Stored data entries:

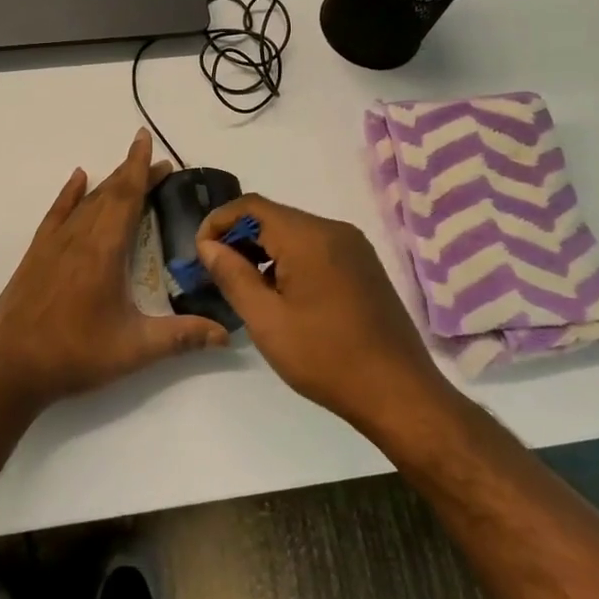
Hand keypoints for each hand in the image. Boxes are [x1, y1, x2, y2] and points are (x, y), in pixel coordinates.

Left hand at [0, 129, 228, 410]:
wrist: (12, 369)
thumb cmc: (77, 355)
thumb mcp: (135, 349)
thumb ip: (182, 337)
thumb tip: (227, 334)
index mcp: (104, 251)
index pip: (127, 197)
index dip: (140, 167)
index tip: (146, 139)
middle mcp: (79, 238)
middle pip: (110, 194)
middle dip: (133, 175)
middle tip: (158, 165)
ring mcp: (53, 244)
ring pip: (86, 202)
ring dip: (109, 183)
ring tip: (128, 171)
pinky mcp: (36, 255)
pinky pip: (56, 214)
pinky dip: (69, 194)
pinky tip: (78, 178)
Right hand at [195, 194, 456, 437]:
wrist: (398, 392)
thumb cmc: (325, 357)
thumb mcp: (266, 320)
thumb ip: (233, 275)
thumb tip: (209, 245)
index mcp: (309, 237)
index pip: (251, 206)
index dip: (218, 222)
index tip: (200, 252)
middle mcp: (334, 230)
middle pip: (275, 216)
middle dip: (240, 237)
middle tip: (217, 272)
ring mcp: (354, 247)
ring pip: (295, 232)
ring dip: (265, 249)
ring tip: (246, 287)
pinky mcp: (364, 265)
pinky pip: (317, 247)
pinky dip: (290, 259)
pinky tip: (282, 294)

▶ **TASK BRIEF**: Look through the lines above and collect those with the word "pinky".

▶ **SOLUTION**:
pinky mcp: (36, 255)
pinky pip: (56, 214)
pinky dip: (69, 194)
pinky tip: (78, 178)
pinky mcp: (364, 265)
pinky pip: (317, 247)
pinky dip: (290, 259)
pinky tip: (282, 294)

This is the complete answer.